What the exercise asks:
Would you copy out each line of the records below that includes the word "dead"?

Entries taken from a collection
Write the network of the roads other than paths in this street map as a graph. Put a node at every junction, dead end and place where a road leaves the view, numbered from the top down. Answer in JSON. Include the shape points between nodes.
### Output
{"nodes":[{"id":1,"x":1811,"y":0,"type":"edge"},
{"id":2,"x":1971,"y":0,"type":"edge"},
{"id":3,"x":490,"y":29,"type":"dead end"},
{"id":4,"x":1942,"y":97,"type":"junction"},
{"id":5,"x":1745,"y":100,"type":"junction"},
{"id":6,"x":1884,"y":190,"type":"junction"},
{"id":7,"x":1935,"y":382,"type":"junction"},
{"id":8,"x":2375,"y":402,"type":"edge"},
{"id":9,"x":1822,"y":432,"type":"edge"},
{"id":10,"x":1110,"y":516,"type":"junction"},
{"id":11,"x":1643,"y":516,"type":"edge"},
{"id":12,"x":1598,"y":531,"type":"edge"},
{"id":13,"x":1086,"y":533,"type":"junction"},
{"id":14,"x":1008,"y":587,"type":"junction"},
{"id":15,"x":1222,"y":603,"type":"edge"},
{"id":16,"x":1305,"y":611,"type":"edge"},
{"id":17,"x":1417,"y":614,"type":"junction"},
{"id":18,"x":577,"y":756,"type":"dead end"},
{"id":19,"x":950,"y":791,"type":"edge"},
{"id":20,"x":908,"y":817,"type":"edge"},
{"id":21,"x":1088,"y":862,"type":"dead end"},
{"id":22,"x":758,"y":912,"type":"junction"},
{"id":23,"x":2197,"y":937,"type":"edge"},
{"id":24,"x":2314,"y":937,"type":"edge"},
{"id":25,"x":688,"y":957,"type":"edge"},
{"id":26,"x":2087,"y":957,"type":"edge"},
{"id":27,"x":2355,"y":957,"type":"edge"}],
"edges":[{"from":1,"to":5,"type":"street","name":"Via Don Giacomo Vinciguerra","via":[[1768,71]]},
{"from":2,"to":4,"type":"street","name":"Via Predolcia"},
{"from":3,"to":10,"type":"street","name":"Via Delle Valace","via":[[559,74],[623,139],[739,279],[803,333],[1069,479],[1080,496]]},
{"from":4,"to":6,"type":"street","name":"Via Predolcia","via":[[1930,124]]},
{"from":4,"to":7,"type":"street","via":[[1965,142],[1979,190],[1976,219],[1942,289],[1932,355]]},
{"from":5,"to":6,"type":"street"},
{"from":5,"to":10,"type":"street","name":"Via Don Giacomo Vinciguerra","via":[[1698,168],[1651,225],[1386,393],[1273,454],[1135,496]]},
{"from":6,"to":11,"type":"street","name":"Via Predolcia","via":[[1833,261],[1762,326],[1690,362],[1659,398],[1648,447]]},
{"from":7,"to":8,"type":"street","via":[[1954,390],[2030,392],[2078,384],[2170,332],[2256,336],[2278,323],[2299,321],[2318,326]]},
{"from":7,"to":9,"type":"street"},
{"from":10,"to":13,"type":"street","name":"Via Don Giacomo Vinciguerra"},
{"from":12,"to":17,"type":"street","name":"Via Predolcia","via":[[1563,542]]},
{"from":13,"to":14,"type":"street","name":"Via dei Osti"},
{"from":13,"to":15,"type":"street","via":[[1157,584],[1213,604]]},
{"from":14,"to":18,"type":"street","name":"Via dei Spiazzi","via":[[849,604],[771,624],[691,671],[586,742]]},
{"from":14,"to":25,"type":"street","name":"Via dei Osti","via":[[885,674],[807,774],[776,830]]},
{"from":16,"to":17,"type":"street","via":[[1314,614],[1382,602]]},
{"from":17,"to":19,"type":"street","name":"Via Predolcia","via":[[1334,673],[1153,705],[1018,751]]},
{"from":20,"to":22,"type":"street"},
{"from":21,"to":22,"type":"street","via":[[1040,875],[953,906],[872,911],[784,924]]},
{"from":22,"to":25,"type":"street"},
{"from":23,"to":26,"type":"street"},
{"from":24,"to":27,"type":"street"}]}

Expected output:
Write the network of the roads other than paths in this street map as a graph. Put a node at every junction, dead end and place where a road leaves the view, numbered from the top down. Answer in JSON. Include the shape points between nodes.
{"id":3,"x":490,"y":29,"type":"dead end"},
{"id":18,"x":577,"y":756,"type":"dead end"},
{"id":21,"x":1088,"y":862,"type":"dead end"},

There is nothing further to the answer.